Ella sonrió, se quitó el pelo de la cara y cogió la botella.

– ¿Eso es un sí?

Caminaron tres metros hasta la supuesta sala de estar y se sentaron en el sofá. Amanda se sentó encima de los pies y se acurrucó sobre la axila de John.

– ¿De verdad te parece bien que vaya a Los Angeles?

– Sí.

– Porque he reservado un vuelo para mañana por la mañana.

– Vaya, qué rápido.

– Sí. -Lo miró nerviosa-. Es que si lo voy a hacer tiene que ser ya; no tenía sentido volver a Filadelfia, porque está en dirección contraria, y aunque perdamos la vuelta de este último vuelo sigue saliendo más barato…

John la atrajo hacia sí y hundió la nariz en su coronilla. Olía a burdeos y a otras delicias. Le dio un beso.

– Me parece bien, en serio.

Ella sonrió, respiró hondo y lo miró.

– ¿Qué tal el día?

– ¿Sabes qué? Hay un jacuzzi abajo. Hablemos de ello allí. Después tendré que ir a buscar a Cat o hacer el reportaje yo solo.

Amanda le echó un vistazo a la cacerola, que hervía a fuego lento, dudó visiblemente durante una décima de segundo y luego desapareció en la habitación para cambiarse.

* * *

John estaba sujetando la puerta de cristal del recinto de la piscina para que Amanda entrara, cuando vislumbró el cogote de Cat. Estaba sola en el jacuzzi, con los brazos estirados sobre el borde. Amanda volvió la cabeza hacia John y susurró:

– Hablando del rey de Roma…

– Y que lo digas -respondió John, apretando los dientes sin dejar de mirar hacia delante.

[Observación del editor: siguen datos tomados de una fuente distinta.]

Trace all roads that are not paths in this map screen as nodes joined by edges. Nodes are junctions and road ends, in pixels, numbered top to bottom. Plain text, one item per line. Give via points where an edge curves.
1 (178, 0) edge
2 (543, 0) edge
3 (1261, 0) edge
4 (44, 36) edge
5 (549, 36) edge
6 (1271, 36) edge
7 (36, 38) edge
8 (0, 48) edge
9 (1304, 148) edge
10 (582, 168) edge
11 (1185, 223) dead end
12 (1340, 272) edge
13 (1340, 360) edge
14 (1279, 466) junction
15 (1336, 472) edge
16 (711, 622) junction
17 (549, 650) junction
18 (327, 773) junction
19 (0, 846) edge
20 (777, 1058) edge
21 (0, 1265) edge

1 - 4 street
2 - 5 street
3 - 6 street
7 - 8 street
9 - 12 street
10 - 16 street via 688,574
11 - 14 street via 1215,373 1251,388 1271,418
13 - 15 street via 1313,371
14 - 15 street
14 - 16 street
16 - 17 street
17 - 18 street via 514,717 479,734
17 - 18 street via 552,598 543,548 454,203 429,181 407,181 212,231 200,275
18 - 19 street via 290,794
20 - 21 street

Mientras Amanda iba a por toallas, John se quedó de pie al lado del jacuzzi bajando la vista hacia Cat. Esta tenía la cabeza apoyada en el borde, con los ojos cerrados; los extremos de la media melena de color castaño oscuro pulcramente cortada se apoyaban ligeramente sobre las baldosas. No estaba claro si estaba muerta o dormida. John ladeó la cabeza para contemplarla. Si no la conociera, la encontraría atractiva: la prominente clavícula, la torneada parte superior de los brazos, los dedos cincelados y aquella pequeña y bonita nariz. Pero sí la conocía, así que todo se quedaba en eso.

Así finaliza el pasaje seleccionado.